[Work instruction]: Omit every picture while repeating the entries exactly.

Stored data
[Start of section]
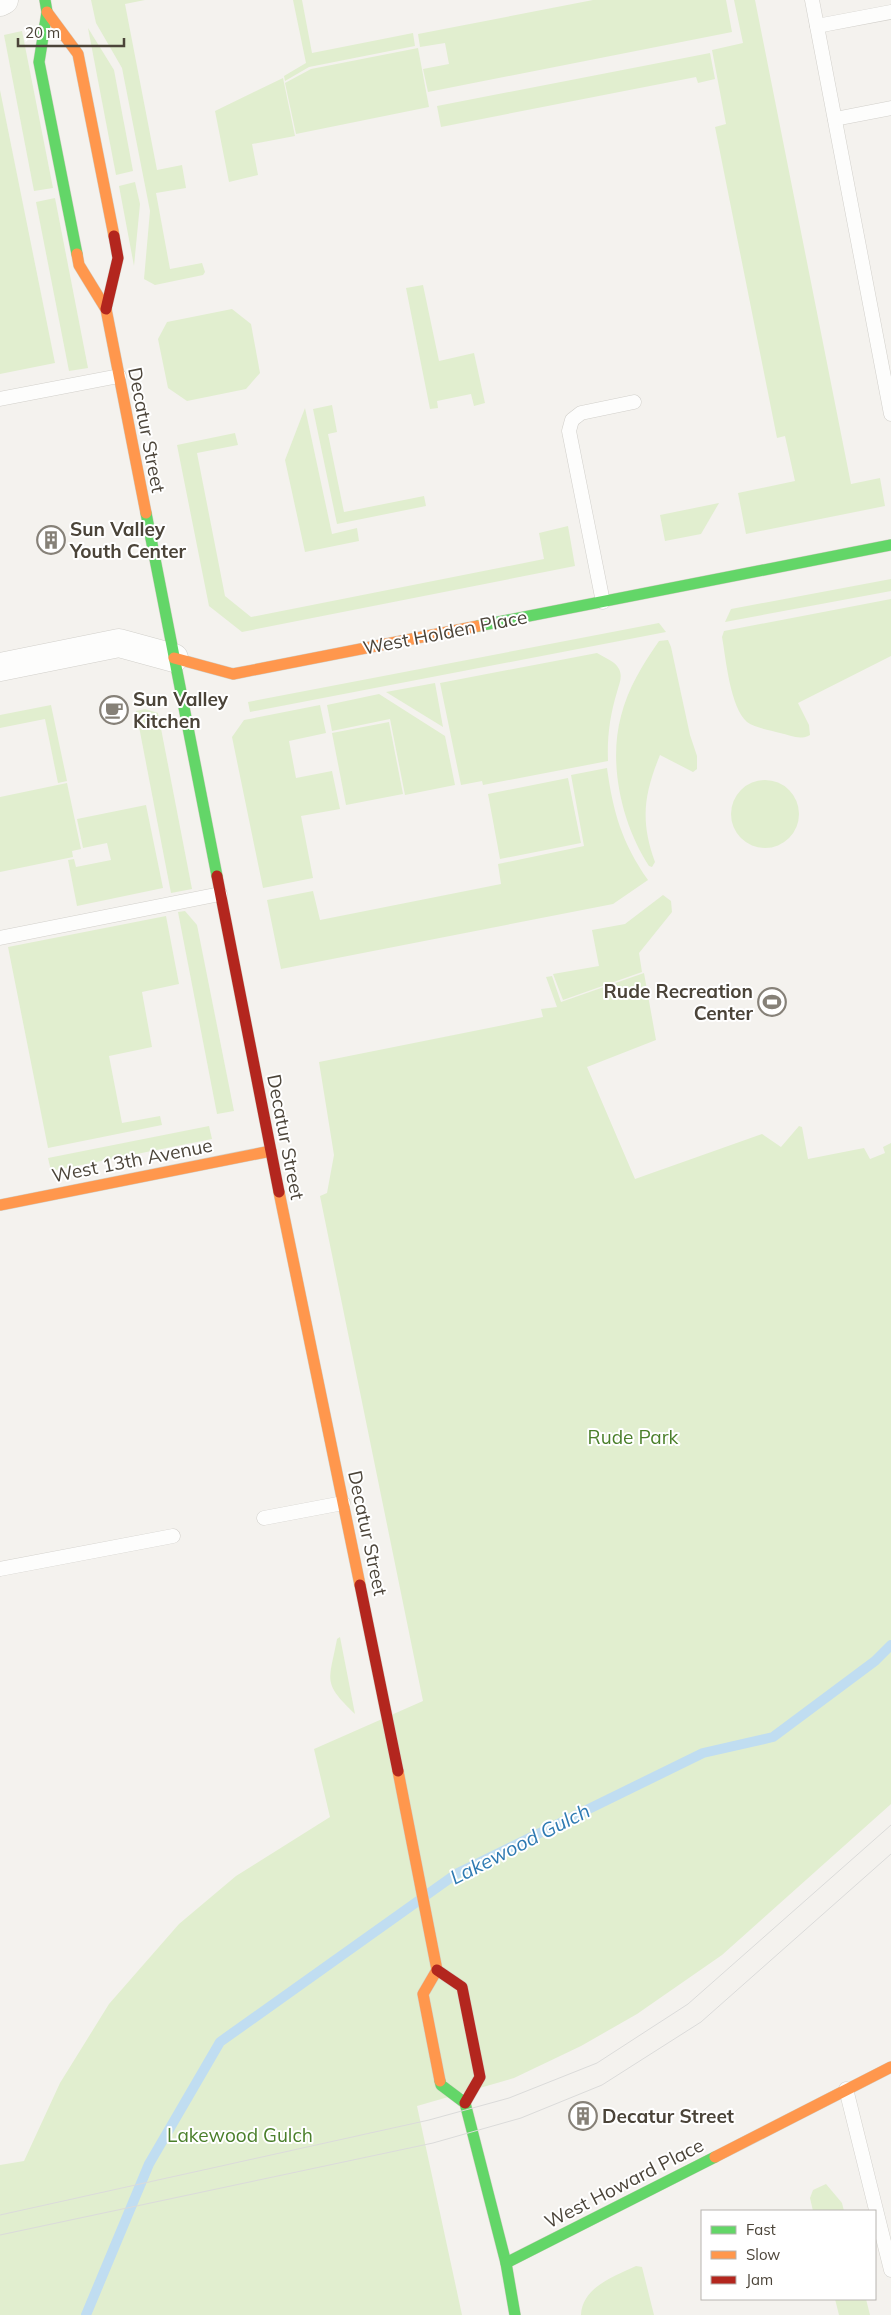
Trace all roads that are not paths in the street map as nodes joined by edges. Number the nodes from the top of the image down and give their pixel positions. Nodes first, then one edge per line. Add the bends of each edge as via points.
1 (4, 0) edge
2 (45, 0) edge
3 (812, 0) edge
4 (0, 2) edge
5 (47, 12) junction
6 (891, 12) edge
7 (817, 26) junction
8 (891, 108) edge
9 (835, 120) junction
10 (106, 309) junction
11 (118, 376) junction
12 (0, 399) edge
13 (634, 402) dead end
14 (891, 414) edge
15 (891, 545) edge
16 (603, 602) junction
17 (174, 658) junction
18 (0, 667) edge
19 (220, 894) junction
20 (0, 938) edge
21 (271, 1151) junction
22 (0, 1205) edge
23 (343, 1503) junction
24 (264, 1518) dead end
25 (173, 1536) dead end
26 (0, 1569) edge
27 (437, 1970) junction
28 (891, 2067) edge
29 (846, 2089) junction
30 (465, 2103) junction
31 (506, 2263) junction
32 (891, 2270) edge
33 (515, 2315) edge

1 - 4 street
2 - 5 street, Decatur Street
3 - 7 lane
5 - 10 street, Decatur Street via 39,62 62,181 79,265
5 - 10 street, Decatur Street via 78,54 100,164 118,258
6 - 7 lane
7 - 9 lane
8 - 9 lane
9 - 14 lane
10 - 11 street, Decatur Street
11 - 12 lane
11 - 17 street, Decatur Street
13 - 16 lane via 581,413 572,420 569,432
15 - 16 street, West Holden Place
16 - 17 street, West Holden Place via 233,674
17 - 18 street, West Holden Place via 119,643
17 - 19 street, Decatur Street
19 - 20 lane
19 - 21 street, Decatur Street
21 - 22 street, West 13th Avenue
21 - 23 street, Decatur Street
23 - 24 lane
23 - 27 street, Decatur Street
25 - 26 lane
27 - 30 street via 423,1994 439,2073 442,2085
27 - 30 street via 462,1987 480,2077
28 - 29 street, West Howard Place
29 - 31 street, West Howard Place
29 - 32 lane
30 - 31 street
31 - 33 street

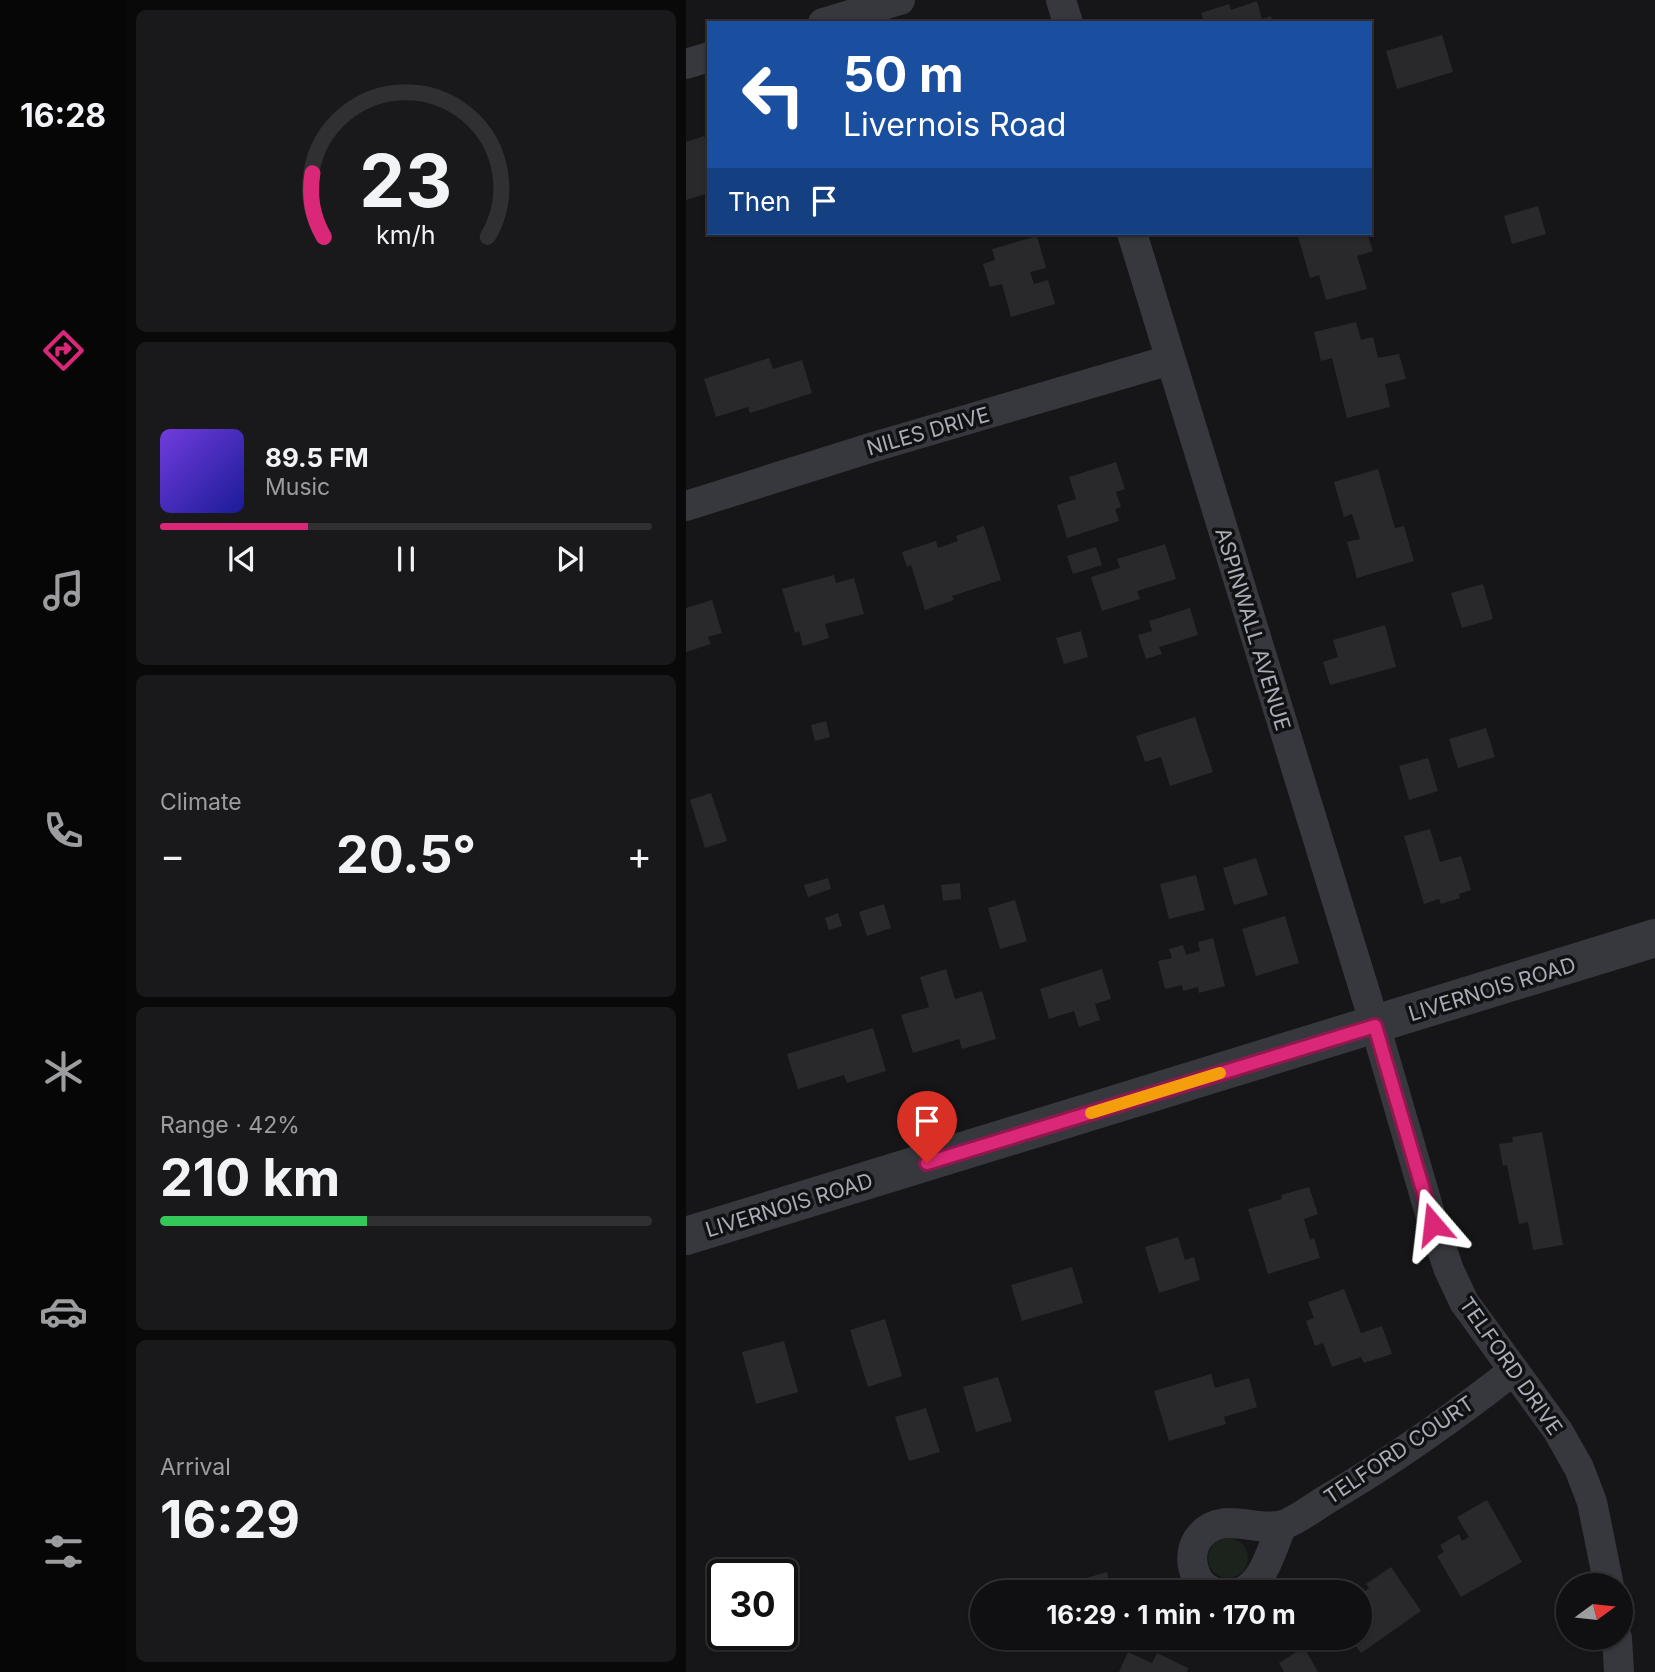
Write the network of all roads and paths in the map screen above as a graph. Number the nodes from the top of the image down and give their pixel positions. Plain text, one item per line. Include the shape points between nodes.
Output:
1 (900, 0) edge
2 (1061, 0) edge
3 (830, 21) edge
4 (1067, 21) edge
5 (707, 58) edge
6 (686, 64) edge
7 (1133, 235) edge
8 (1170, 360) junction
9 (686, 506) edge
10 (1655, 938) edge
11 (1375, 1026) junction
12 (686, 1236) edge
13 (1513, 1371) junction
14 (1282, 1525) junction
15 (1606, 1573) edge
16 (1200, 1580) edge
17 (1257, 1580) edge
18 (1618, 1650) edge
19 (1619, 1672) edge

1 - 3 street
2 - 4 street
5 - 6 street
7 - 8 street, ASPINWALL AVENUE
8 - 9 street, NILES DRIVE
8 - 11 street, ASPINWALL AVENUE
10 - 11 street, LIVERNOIS ROAD
11 - 12 street, LIVERNOIS ROAD
11 - 13 street, TELFORD DRIVE via 1449,1270 1464,1302
13 - 14 street, TELFORD COURT via 1415,1444
13 - 15 street, TELFORD DRIVE via 1558,1431 1578,1468 1594,1511
14 - 16 street via 1220,1523 1209,1527 1193,1552 1192,1563
14 - 17 street
18 - 19 street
[End of section]
[Response]:
Trace all roads that are not paths in the street map as nodes joined by edges. Number the nodes from the top of the image down and give their pixel positions. Nodes first, then one edge per line. Add the bends of each edge as via points.
1 (4, 0) edge
2 (45, 0) edge
3 (812, 0) edge
4 (0, 2) edge
5 (47, 12) junction
6 (891, 12) edge
7 (817, 26) junction
8 (891, 108) edge
9 (835, 120) junction
10 (106, 309) junction
11 (118, 376) junction
12 (0, 399) edge
13 (634, 402) dead end
14 (891, 414) edge
15 (891, 545) edge
16 (603, 602) junction
17 (174, 658) junction
18 (0, 667) edge
19 (220, 894) junction
20 (0, 938) edge
21 (271, 1151) junction
22 (0, 1205) edge
23 (343, 1503) junction
24 (264, 1518) dead end
25 (173, 1536) dead end
26 (0, 1569) edge
27 (437, 1970) junction
28 (891, 2067) edge
29 (846, 2089) junction
30 (465, 2103) junction
31 (506, 2263) junction
32 (891, 2270) edge
33 (515, 2315) edge

1 - 4 street
2 - 5 street, Decatur Street
3 - 7 lane
5 - 10 street, Decatur Street via 39,62 62,181 79,265
5 - 10 street, Decatur Street via 78,54 100,164 118,258
6 - 7 lane
7 - 9 lane
8 - 9 lane
9 - 14 lane
10 - 11 street, Decatur Street
11 - 12 lane
11 - 17 street, Decatur Street
13 - 16 lane via 581,413 572,420 569,432
15 - 16 street, West Holden Place
16 - 17 street, West Holden Place via 233,674
17 - 18 street, West Holden Place via 119,643
17 - 19 street, Decatur Street
19 - 20 lane
19 - 21 street, Decatur Street
21 - 22 street, West 13th Avenue
21 - 23 street, Decatur Street
23 - 24 lane
23 - 27 street, Decatur Street
25 - 26 lane
27 - 30 street via 423,1994 439,2073 442,2085
27 - 30 street via 462,1987 480,2077
28 - 29 street, West Howard Place
29 - 31 street, West Howard Place
29 - 32 lane
30 - 31 street
31 - 33 street

Write the network of all roads and paths in the map screen above as a graph. Number the nodes from the top of the image down and give their pixel positions. Plain text, one item per line. Include the shape points between nodes.
Output:
1 (900, 0) edge
2 (1061, 0) edge
3 (830, 21) edge
4 (1067, 21) edge
5 (707, 58) edge
6 (686, 64) edge
7 (1133, 235) edge
8 (1170, 360) junction
9 (686, 506) edge
10 (1655, 938) edge
11 (1375, 1026) junction
12 (686, 1236) edge
13 (1513, 1371) junction
14 (1282, 1525) junction
15 (1606, 1573) edge
16 (1200, 1580) edge
17 (1257, 1580) edge
18 (1618, 1650) edge
19 (1619, 1672) edge

1 - 3 street
2 - 4 street
5 - 6 street
7 - 8 street, ASPINWALL AVENUE
8 - 9 street, NILES DRIVE
8 - 11 street, ASPINWALL AVENUE
10 - 11 street, LIVERNOIS ROAD
11 - 12 street, LIVERNOIS ROAD
11 - 13 street, TELFORD DRIVE via 1449,1270 1464,1302
13 - 14 street, TELFORD COURT via 1415,1444
13 - 15 street, TELFORD DRIVE via 1558,1431 1578,1468 1594,1511
14 - 16 street via 1220,1523 1209,1527 1193,1552 1192,1563
14 - 17 street
18 - 19 street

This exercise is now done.